The hallway was beginning to become crowded as midmorning absolutions approached. Gaudily clad nobles, prim maidservants, bodyguards, and austere counselors all mingled through the arteries of the palace. Elsewhere they were pooling in fountain rooms, praying to the River where he erupted into the palace itself.

He should leave the hall, he knew. It would not do for someone—from the priesthood, for instance—to recognize him. Especially not now, when the Ahw'en arm of the priesthood—those who investigated mysterious goings-on—must surely be active, searching for some trace of a certain vanished nobleman—the man whose clothes Ghe was currently wearing. The Ahw'en were often Jik, like himself. No, best he avoid crowds.

Thus, although not certain he was prepared, he stepped into the library, where few in the palace ventured.

It was, as he remembered, daunting. Mahogany shelves suffused the illumination from thick-paned skylights, swirled it about the room like cream stirred into coffee. Ghe was struck by the illusion that walls were hung with tapestries woven from the bodies of enormous millipedes, each segment of their bony armor the spine of a book. Most of the books were black and brown, enhancing this impression. The few that stood out—here a deep yellow, burgundy, indigo—these only suggested, somehow, that the great worms were poisonous. The books curled thus around a carpeted area in which several low tables stood, surrounded by cushions for sitting. Beyond, the shelves wandered back into the deep, narrow labyrinth Hezhi had named the Tangle. He remembered how effortlessly Hezhi had glided through the endless shelves of books, selecting first this, then that one for “Yen.” At first he had only pretended to pay attention to her talk of the “index” and the manner in which books were filed. Eventually, however, her enthusiasm proved infectious; knowledge was a weapon, and Hezhi had an arsenal at her command, one she seemed willing to share. He wondered now, belatedly, if she hadn't used that arsenal to defeat him; certainly she had used it to escape the city. But had she somehow found the pale stranger with his supernatural weapon in the pages of these books? Had she conjured him, like a demon, from some tome?

Ghan's desk was set apart, and behind it sat the old man himself, copying or annotating a bulky volume. He wore an umber robe, and his skin gleamed a peculiar parchment yellow, so that he seemed as much a part of the room as the ancient documents that filled it. His features were sharp—jagged, almost—harsh frown lines etched permanently in his flesh. Not a pleasant man, Ghe remembered. He had dreamed, on first meeting him, of slipping a knife into his heart. Later he had come to think of the scholar as brave—but he had never learned to like him.
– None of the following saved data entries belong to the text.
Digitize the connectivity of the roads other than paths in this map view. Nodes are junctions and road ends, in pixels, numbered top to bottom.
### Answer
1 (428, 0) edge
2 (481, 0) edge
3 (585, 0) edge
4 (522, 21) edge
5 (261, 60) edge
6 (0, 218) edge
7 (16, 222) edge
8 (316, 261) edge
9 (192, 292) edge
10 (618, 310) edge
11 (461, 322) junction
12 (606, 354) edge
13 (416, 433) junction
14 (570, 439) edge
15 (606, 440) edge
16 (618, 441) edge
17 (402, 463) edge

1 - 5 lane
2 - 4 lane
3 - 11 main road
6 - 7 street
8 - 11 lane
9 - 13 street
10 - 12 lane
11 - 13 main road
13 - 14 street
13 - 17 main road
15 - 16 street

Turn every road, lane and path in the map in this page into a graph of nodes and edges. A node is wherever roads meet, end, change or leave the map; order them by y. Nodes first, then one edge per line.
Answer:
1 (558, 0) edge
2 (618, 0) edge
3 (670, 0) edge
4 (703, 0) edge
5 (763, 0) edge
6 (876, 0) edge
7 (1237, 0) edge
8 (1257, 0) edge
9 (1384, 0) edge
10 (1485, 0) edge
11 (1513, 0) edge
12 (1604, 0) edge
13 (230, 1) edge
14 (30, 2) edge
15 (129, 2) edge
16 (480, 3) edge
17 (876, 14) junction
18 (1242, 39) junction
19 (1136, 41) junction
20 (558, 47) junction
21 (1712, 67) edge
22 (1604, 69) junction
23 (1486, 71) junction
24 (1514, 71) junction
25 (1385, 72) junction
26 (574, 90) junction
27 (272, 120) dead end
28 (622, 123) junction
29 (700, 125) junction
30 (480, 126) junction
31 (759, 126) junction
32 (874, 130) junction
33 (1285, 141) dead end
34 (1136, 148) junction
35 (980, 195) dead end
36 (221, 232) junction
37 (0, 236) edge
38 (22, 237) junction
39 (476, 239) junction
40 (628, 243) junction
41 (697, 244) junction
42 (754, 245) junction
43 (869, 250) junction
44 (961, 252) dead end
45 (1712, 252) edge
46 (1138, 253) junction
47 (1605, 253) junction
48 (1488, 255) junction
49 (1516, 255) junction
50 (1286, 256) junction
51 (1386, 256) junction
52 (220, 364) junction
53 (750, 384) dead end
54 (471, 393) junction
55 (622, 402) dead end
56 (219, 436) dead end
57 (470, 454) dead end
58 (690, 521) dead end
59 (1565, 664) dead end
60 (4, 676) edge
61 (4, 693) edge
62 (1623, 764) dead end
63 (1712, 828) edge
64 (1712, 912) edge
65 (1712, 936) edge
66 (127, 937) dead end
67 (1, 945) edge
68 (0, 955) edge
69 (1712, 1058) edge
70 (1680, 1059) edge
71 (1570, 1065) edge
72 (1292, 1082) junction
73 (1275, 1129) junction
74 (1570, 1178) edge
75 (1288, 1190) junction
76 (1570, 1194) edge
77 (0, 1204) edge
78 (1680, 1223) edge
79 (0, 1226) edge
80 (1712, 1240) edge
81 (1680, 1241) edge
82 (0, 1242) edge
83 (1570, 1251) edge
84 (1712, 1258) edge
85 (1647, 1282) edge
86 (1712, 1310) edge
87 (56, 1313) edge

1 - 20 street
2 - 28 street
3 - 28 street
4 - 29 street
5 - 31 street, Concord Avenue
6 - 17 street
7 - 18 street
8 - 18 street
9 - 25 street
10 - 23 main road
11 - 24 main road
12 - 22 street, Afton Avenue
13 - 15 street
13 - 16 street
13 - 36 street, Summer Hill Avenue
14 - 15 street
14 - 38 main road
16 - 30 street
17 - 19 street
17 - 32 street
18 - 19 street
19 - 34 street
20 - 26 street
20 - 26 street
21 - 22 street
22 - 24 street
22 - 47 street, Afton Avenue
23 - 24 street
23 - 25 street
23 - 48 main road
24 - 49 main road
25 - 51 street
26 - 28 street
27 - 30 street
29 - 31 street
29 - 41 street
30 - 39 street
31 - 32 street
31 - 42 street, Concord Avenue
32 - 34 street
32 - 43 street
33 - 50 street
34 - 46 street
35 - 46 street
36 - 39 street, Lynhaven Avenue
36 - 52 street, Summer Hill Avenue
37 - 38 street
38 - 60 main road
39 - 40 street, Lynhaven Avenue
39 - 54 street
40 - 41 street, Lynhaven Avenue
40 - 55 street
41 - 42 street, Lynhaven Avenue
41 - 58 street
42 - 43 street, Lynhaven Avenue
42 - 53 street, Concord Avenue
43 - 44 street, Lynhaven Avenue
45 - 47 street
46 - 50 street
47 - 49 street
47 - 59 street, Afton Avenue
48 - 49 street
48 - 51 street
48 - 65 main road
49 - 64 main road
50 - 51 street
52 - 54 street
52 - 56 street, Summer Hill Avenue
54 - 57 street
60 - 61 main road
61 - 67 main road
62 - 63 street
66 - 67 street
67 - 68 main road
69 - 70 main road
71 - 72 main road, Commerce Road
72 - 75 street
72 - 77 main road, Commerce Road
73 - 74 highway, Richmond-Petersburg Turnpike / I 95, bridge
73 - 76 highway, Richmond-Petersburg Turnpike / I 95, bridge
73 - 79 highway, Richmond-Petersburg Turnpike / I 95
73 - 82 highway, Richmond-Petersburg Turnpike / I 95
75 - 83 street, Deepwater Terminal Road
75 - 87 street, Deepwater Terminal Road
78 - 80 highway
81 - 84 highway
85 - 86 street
Though Ghe was the only other visible person in the room, Ghan never raised his eyes to acknowledge him.

He approached Ghan timidly, as “Yen” might. The old man continued writing, obscure and beautiful characters licking from his pen onto the paper with astonishing speed. Ghe cleared his throat.

Ghan did look up then, his eyes hard pinpricks of annoyance beneath the wrapped black cloth that obscured his bald head.

“Yes?” he inquired testily.

“Ah,” said Ghe, suddenly not certain that his reluctance was entirely feigned. “Master Ghan, you might remember me. I am—”

“I know who you are,” Ghan snapped.

For a frozen instant, Ghe felt a stab of something like fear. Ghan's gaze seemed to tear away the brocaded collar and reveal his throat, his true nature. He was acutely aware of all of the things he had forgotten. Had Ghan ever known him to be a Jik?